The United Nations secretary general, Kofi Annan, in Rome for talks on the
Middle East scheduled to start Wednesday, issued a statement saying that he
was “shocked and deeply distressed by the apparently deliberate targeting”
of the United Nations post by the Israeli military. He said that the post,
at Khiam, was clearly marked, and called on the Israeli government to
conduct a full investigation. The official New China News Agency said one of
the dead was a Chinese observer.
Elsewhere in southern Lebanon, in fighting over the two Hezbollah
strongholds of Bint Jbail and Marun al Ras, Israel said it had killed the
Hezbollah leader in the area, Abu Jaafer, and 20 to 30 Hezbollah fighters in
a 24-hour period. At least six people were killed in two neighboring houses
in a predawn raid on the southern town of Nabatiye.
Hezbollah continued to strike at Israel, firing nearly 100 rockets as of
Tuesday night, the Israeli military said. The group’s leader, Sheik Hassan
Nasrallah, threatened missile strikes “beyond Haifa.” Hezbollah is believed
to have missiles able to reach Tel Aviv.
Another Hezbollah leader, Mahmoud Komati, deputy chief of the group’s
political arm, told The Associated Press that Hezbollah was surprised by the
force of Israel’s reaction to its capture of two Israeli soldiers. He said
Hezbollah had expected “the usual, limited” response such as commando raids
or limited attacks on Hezbollah strongholds.
Israel’s defense minister, Amir Peretz, said Israel’s plan for a buffer zone
inside Lebanon was being worked out and did not provide details.
“We will have to build a new security strip, a security strip that will be a
cover for our forces until international forces arrive,” he said.
“We are shaping it, but you can’t draw a single line that will become a
permanent line along the entire zone,” Mr. Peretz said on Israeli radio.
“Unless there is multinational force that will enter and take control, a
multinational force with the ability to act, we will continue to fire
against anyone who enters the designated strip.”

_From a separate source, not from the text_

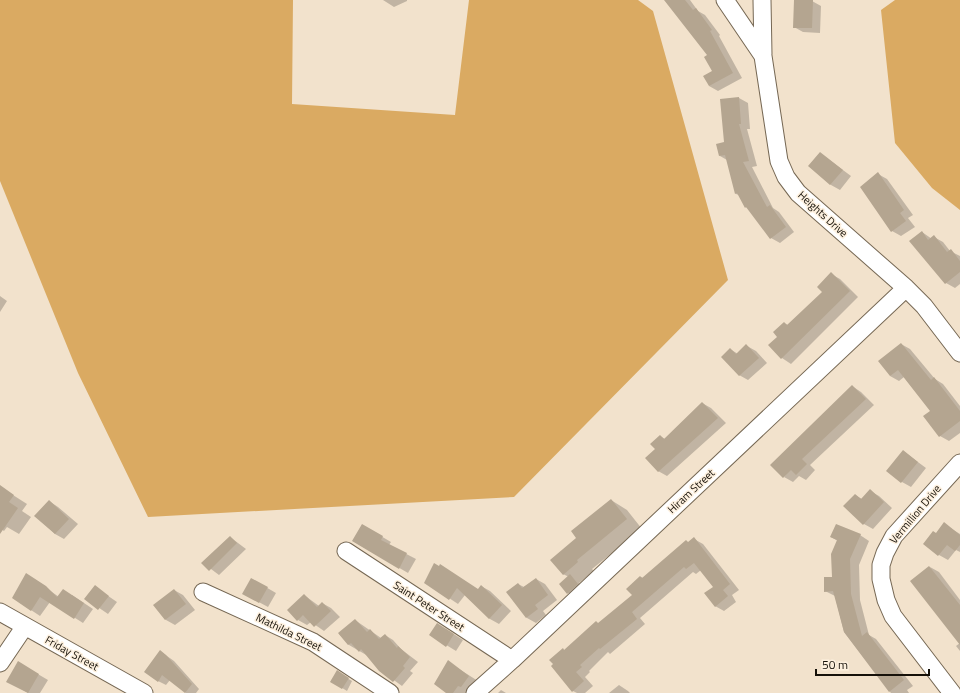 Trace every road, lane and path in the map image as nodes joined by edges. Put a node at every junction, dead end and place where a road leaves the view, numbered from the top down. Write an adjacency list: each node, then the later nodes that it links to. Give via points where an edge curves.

Israeli officials, mindful of the Israeli public’s reluctance to repeat its
long occupation of southern Lebanon, say they do not plan a major ground
invasion, and do not intend to hold large parts of Lebanese territory for
extended periods. Israeli leaders say they want the Lebanese Army to assume
control of the border eventually.
Israeli troops do not yet have control over the border strip. A senior
government official said Israeli forces intended to clear out Hezbollah
strongholds in border villages as the military is already doing in Bint
Jbail and Marun al Ras.
The military plans to move into other villages as well, but “this will not
be the re-establishment of the old security zone,” said the official, who
spoke on condition of anonymity because he was not authorized to speak
publicly on the matter. “It is not remotely similar.”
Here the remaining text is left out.